The importance of managing indicators for your company

Even the best products and services don’t support a company by itself. That is, you can market something that is very attractive to your target audience, but it takes a lot more to keep a business thriving. Therefore, the administrative knowledge is fundamental, since they have useful and efficient tools.

Among them, the management of indicators is extremely important to know if your company is going the right way and, if not, what can be done to get the business back on track. The point is that while offering quality products and services is imperative to the success of your business, it is not enough.

Other companies may also have the same quality in what they offer, noting that fierce competition is a reality of the vast majority of sectors of the economy. In this way, it is necessary to know the market, the target audience, know where to sell, how to sell and, above all, what are the objectives of your company.

It is no use having the mission written on a sign hanging on the wall of the office or the company’s website; it is essential that all employees are aware of the goal and know how to achieve the proposed goals. It is in this context that the indicators enter, being that they refer to the numbers that can be used to measure the performance of your business in the market.

With these indicators in hand, it is possible to manage them, that is, to make decisions based on what they indicate. From this, a decision is never a shot in the dark, because it is given through concrete data, without considerations or intuitions.

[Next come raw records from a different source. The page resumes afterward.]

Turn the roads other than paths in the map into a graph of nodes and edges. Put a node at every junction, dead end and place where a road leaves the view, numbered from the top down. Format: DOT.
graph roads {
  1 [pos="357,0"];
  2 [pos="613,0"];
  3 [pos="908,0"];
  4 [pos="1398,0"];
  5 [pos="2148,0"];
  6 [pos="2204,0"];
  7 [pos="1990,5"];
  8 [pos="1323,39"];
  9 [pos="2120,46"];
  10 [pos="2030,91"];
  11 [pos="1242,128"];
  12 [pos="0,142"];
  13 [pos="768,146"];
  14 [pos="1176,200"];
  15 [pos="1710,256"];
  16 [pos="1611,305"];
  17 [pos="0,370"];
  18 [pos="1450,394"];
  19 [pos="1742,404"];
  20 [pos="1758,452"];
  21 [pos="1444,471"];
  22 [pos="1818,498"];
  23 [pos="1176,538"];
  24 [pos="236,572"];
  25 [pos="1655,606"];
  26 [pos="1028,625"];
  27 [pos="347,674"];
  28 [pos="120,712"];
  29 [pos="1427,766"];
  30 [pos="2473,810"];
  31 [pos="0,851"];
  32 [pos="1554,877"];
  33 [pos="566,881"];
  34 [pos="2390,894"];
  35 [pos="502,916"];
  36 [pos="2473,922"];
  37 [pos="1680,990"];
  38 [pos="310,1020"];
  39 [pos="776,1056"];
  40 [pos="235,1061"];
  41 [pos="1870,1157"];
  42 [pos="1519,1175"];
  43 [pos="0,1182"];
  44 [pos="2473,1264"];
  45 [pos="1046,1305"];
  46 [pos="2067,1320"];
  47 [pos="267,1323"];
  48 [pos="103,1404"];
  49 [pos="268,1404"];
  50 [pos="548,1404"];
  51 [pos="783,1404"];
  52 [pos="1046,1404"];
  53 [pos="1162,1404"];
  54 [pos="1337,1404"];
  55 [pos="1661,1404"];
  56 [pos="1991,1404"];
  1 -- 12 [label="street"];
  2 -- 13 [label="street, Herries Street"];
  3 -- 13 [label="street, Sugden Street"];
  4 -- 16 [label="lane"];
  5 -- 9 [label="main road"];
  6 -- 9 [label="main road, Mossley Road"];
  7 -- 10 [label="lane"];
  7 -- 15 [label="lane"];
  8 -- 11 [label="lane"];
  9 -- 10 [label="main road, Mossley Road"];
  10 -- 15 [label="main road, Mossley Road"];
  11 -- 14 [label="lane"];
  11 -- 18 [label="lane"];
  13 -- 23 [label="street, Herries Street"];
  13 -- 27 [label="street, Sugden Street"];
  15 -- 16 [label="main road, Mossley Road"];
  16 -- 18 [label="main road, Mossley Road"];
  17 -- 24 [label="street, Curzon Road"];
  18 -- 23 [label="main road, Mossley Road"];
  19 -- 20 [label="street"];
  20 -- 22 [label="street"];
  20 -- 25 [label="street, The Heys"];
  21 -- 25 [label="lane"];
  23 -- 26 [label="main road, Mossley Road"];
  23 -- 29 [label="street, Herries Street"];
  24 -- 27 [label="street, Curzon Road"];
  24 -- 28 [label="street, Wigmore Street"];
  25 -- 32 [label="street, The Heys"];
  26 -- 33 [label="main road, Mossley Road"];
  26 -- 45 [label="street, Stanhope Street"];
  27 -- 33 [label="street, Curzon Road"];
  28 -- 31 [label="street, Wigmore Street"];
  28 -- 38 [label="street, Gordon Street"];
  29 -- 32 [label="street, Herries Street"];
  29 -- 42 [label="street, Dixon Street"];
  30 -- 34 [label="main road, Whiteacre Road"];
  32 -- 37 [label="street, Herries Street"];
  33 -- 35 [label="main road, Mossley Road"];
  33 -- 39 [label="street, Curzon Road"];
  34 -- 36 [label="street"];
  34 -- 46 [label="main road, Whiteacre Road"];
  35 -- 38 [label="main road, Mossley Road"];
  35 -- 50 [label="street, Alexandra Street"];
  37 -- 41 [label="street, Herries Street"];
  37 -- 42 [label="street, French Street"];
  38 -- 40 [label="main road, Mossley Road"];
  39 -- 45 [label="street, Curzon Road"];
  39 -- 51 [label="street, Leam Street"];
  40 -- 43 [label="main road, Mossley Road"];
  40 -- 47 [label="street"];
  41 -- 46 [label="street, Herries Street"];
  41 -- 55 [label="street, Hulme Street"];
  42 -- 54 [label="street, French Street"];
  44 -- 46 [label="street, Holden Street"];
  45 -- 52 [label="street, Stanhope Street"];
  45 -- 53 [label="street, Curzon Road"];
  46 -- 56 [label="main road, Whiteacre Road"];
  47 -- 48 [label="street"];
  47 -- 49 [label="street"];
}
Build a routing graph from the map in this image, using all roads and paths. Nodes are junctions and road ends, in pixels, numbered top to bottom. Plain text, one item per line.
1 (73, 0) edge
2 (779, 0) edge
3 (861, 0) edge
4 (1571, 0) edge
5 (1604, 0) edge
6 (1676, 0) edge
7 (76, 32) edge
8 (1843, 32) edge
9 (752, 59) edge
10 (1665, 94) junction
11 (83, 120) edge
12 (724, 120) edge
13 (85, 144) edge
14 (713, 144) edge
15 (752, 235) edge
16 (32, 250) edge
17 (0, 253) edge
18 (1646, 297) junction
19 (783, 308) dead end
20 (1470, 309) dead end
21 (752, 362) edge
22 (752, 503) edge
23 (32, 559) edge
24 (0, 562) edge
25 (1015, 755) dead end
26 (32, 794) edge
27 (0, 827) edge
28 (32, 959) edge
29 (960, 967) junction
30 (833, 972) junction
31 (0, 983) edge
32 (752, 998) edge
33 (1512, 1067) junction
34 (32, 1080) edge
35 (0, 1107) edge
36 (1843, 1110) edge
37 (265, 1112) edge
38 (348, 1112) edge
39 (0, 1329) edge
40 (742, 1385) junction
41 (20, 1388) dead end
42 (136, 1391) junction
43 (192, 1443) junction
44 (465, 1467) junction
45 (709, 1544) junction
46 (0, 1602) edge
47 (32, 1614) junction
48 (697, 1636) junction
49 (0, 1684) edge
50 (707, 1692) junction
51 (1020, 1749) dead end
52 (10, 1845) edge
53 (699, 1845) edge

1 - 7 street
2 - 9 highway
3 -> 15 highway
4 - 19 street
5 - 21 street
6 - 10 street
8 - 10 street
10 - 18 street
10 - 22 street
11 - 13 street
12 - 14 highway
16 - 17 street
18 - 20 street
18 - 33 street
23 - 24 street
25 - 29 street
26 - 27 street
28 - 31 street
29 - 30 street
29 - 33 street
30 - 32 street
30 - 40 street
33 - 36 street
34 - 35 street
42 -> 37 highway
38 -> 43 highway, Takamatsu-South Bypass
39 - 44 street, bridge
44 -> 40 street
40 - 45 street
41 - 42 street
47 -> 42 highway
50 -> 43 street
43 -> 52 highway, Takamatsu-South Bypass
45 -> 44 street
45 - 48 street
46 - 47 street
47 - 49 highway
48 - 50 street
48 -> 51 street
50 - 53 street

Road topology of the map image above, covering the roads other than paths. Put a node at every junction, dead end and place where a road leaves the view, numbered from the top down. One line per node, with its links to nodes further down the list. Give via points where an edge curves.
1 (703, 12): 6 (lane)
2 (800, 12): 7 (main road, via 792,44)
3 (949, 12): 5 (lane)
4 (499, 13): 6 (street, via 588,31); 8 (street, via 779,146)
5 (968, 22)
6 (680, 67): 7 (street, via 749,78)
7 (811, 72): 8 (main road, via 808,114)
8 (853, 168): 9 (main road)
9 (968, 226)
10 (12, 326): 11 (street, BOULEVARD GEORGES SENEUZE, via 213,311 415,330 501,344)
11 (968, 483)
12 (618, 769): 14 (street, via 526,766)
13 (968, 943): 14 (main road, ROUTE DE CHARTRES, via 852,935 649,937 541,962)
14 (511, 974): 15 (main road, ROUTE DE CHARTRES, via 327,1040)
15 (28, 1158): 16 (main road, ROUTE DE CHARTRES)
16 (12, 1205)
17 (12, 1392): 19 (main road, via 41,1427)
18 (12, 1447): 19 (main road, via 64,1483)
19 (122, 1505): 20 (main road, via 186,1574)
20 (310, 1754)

What are the indicators in a company

The indicators in a company are data that can be raised, helping in its administration, since it shows how its operations are happening. There are many types of indicators and for each company it may be interesting to measure more specifically some of them.

To better understand, check out some of the key indicators in a business:

  • Productivity Indicators
  • Indicators of productive capacity
  • Process performance indicators
  • Quality Indicators
  • Indicators of effectiveness
  • Profitability Indicators
  • Strategic indicators
  • Competitiveness Indicators

All these indicators refer to the data of a company that can be obtained through surveys, reports and other forms, allowing a deeper and more detailed evaluation of their performance in the field of activity in which it is inserted.

Often a company starts selling a number of units per month that seems sufficient, but as time passes they realize that it is not, and the company starts to lose market for example.

Similarly, the entrepreneur believes that the time a product takes to be manufactured is adequate, but not when the accounts are made and the time spent in relation to its cost is calculated. These are just a few examples of issues that are often erroneously assessed because the indicators are not used.

How to measure indicators

In a small business, the flow of daily information is likely to be quite large. So, you may wonder, but after all, how to measure the indicators? That is, how did you gather a lot of information? I mean, it is possible, but it would take a lot of time, would not it?

No, if this is done with the help of an online management system that, in addition to making the work of the team more dynamic, by allowing tasks to be simplified and better controlled, it also has tools to measure the company’s important numbers. By measuring indicators, through reports and other resources, more assertive decisions can be made.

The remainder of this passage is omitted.